There is code At the chip level that is unknown to the what it actually does
provided by the government. Thought to be currency detection, but maybe adding
these dots too?

------
mapimopi
At one point I was working at a printing shop. One time I was testing color
calibration, running the same sheet through the printer multiple times, and
these dots became visible clearly.

It was quite a head scratchier, we actually thought there's something wrong
with our printer until I googled about these yellow dots.

------
squarefoot
Someone with knowledge and money should push for the development of
alternative open and free (as in speech) printer mainboards to swap the
original ones. In some cases reverse engineering and flash reprogramming
should be enough. I'd happily donate some quid if such a project would exist.

------
agentgt
Sort of relevant is microprinting that still is in use today on money
documents such as checks [1].

It would be interesting to combine the two techniques!

Microprinting is for preventing forgery and thus is incredibly difficult to
copy but techniques to copy are always improving. I assume microdots are not
as difficult to copy and are about tracking.

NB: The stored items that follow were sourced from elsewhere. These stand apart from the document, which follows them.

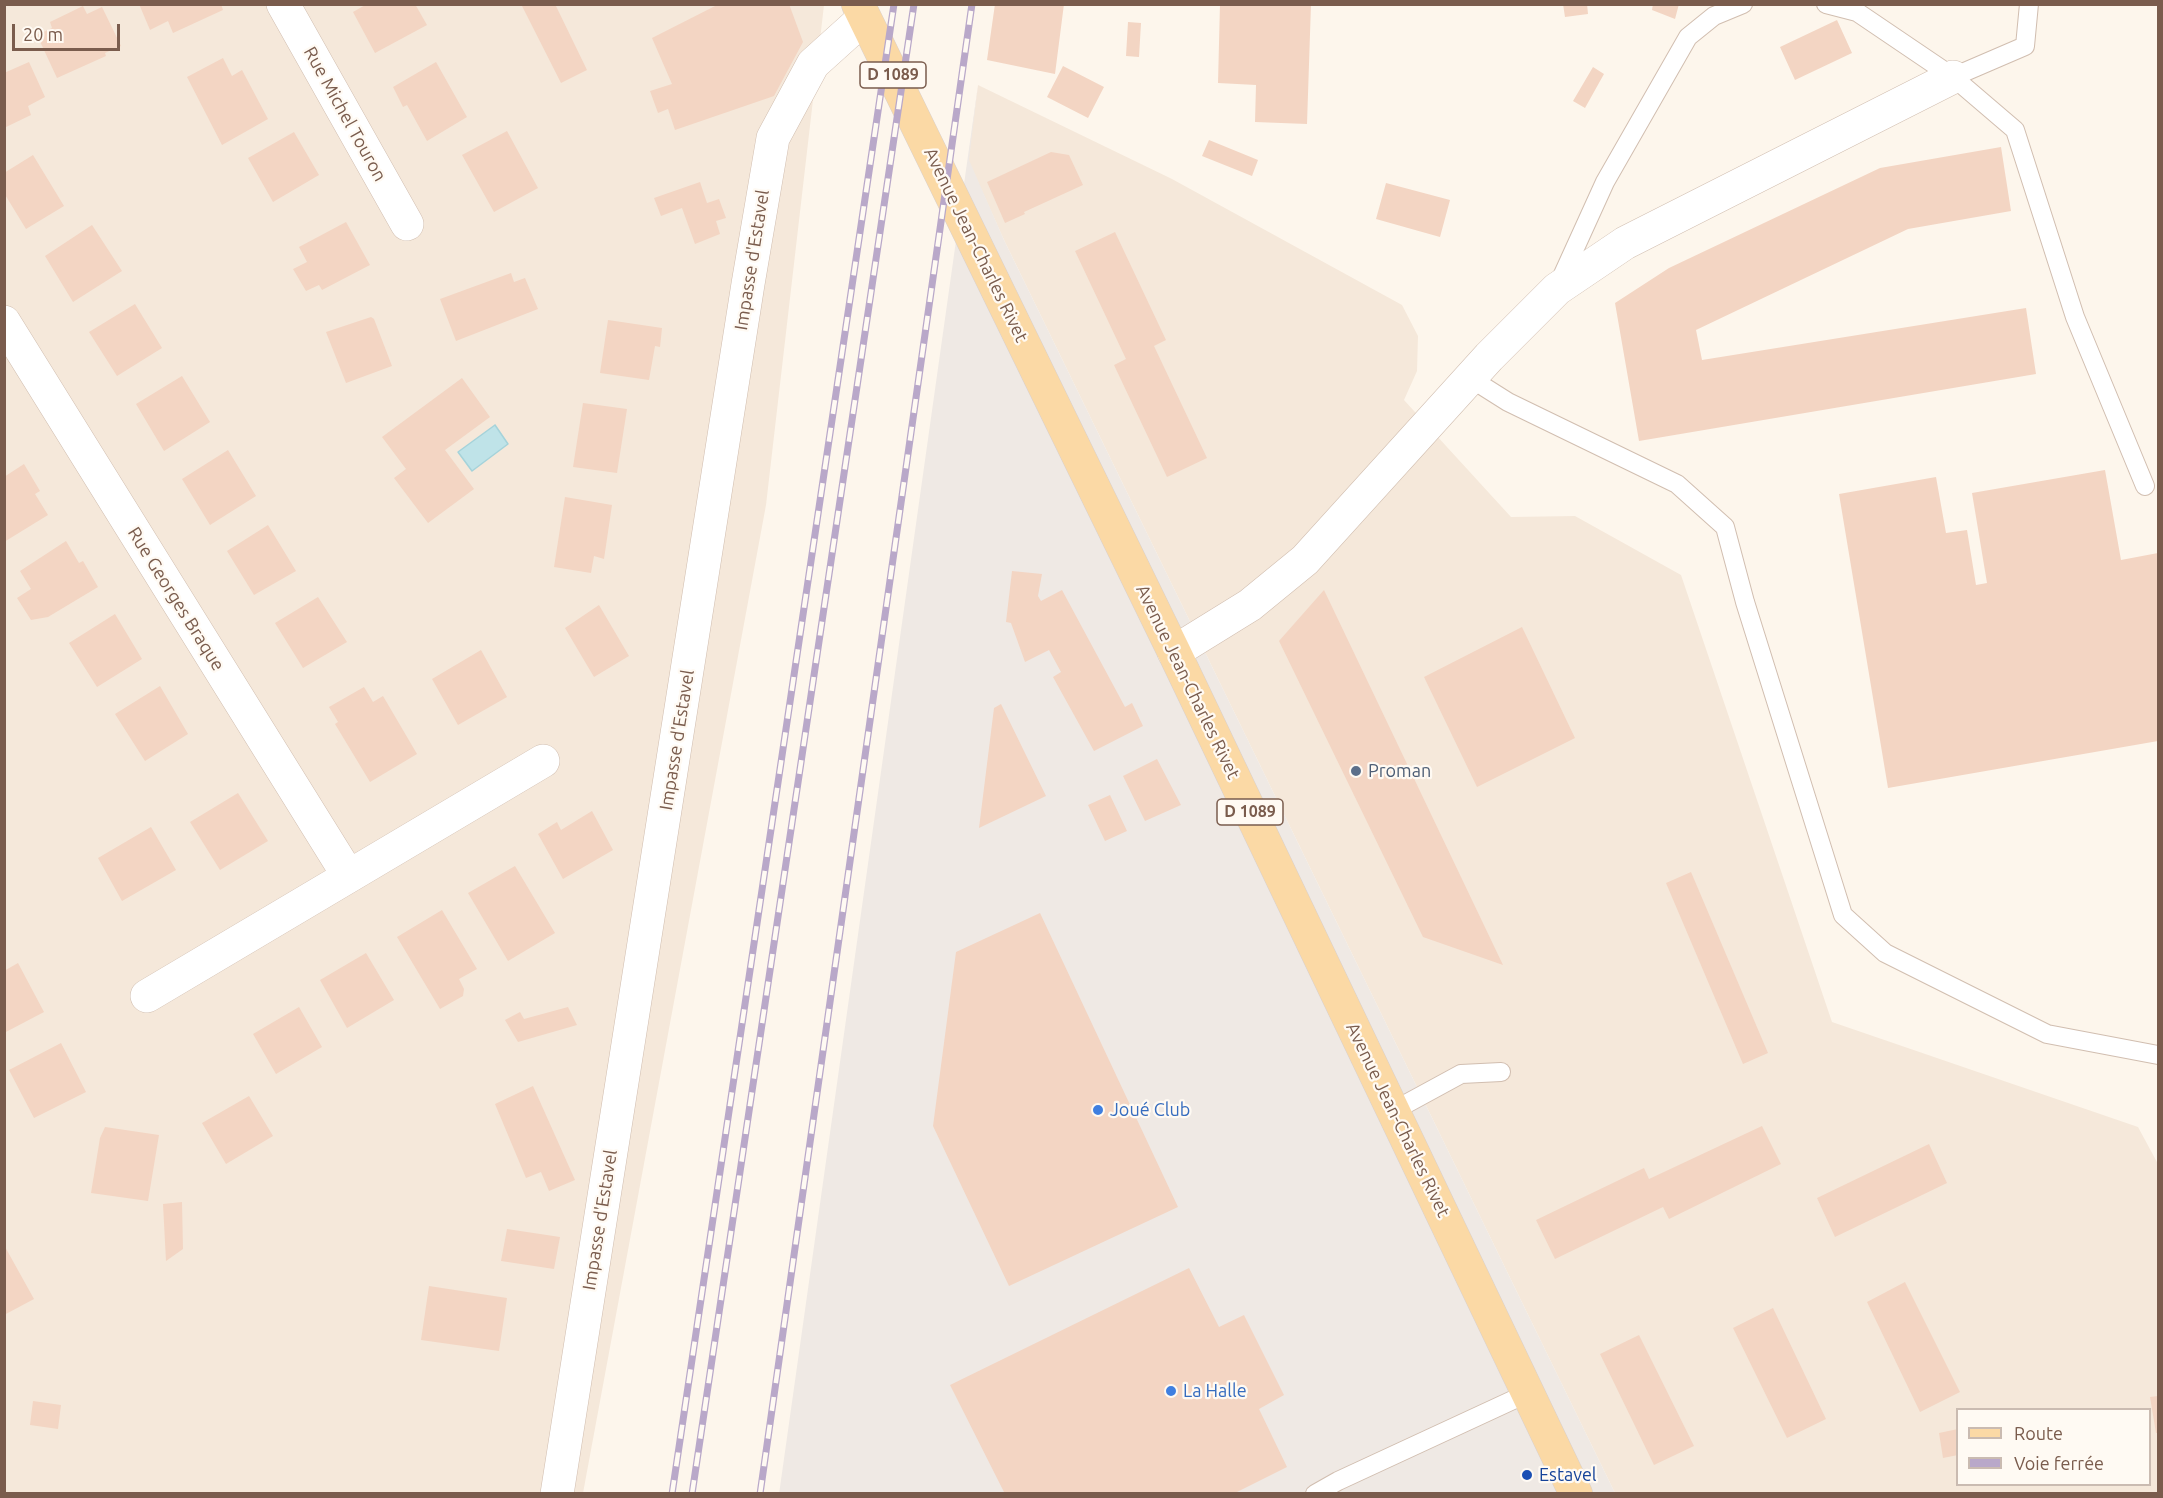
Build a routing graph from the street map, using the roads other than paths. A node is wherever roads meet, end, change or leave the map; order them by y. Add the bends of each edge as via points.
1 (283, 4) edge
2 (1743, 4) edge
3 (1826, 4) edge
4 (2029, 4) edge
5 (1713, 10) edge
6 (861, 11) edge
7 (1953, 77) junction
8 (408, 224) dead end
9 (1557, 289) junction
10 (4, 322) edge
11 (1470, 378) junction
12 (2145, 486) dead end
13 (1174, 652) junction
14 (543, 760) dead end
15 (348, 875) junction
16 (147, 996) dead end
17 (2158, 1055) edge
18 (1501, 1072) dead end
19 (1393, 1111) junction
20 (1528, 1393) junction
21 (558, 1494) edge
22 (1315, 1494) edge
23 (1576, 1494) edge

1 - 8 street, Rue Michel Touron
2 - 5 lane
3 - 7 lane via 1857,12
4 - 7 lane via 2025,46
5 - 9 lane via 1688,37 1605,182
6 - 13 main road, Avenue Jean-Charles Rivet / D 1089
6 - 21 street, Impasse d'Estavel via 813,64 772,138
7 - 9 street via 1624,243
7 - 12 lane via 2015,130 2075,318
9 - 11 street
10 - 15 street, Rue Georges Braque
11 - 13 street via 1305,560 1250,605
11 - 17 lane via 1508,402 1677,484 1725,526 1843,915 1885,953 2047,1034
13 - 19 main road, Avenue Jean-Charles Rivet / D 1089
14 - 15 street
15 - 16 street
18 - 19 lane via 1461,1074
19 - 20 main road, Avenue Jean-Charles Rivet / D 1089
20 - 22 lane
20 - 23 main road, Avenue Jean-Charles Rivet / D 1089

So if someone effectively copied the microprint you could inject microdots and
those would be copied as well. Thus you might be able to track the forger as
well detect forgery statistical analysis (based on the fact microdots encode
changing data such as time).

[1]:
[https://en.wikipedia.org/wiki/Microprinting](https://en.wikipedia.org/wiki/Microprinting)

------
JumpCrisscross
Are there any American printer makers not selling out their customers?

------
Double_a_92
How do the dots get linked to me? E.g. lets say I print a ransom note and send
it to someone. The police can analyze the dots on them, find the id of my
printer... And then? I never registered my printer with my name somewhere or
so.

------
newman314
Not to go off on a tangent but I find it disappointing that printer
manufacturers choose to spend time and money on this instead of providing up
to date firmware.

I know of a line of printers that you can netcat firmware into. That's just
terrifying.

------
893helios
I always figured one of the drivers for this was that the NSA basically
mandated that this feature to be built into any printers it would buy (or let
be bought). The power of the federal/DOD purse is a thing.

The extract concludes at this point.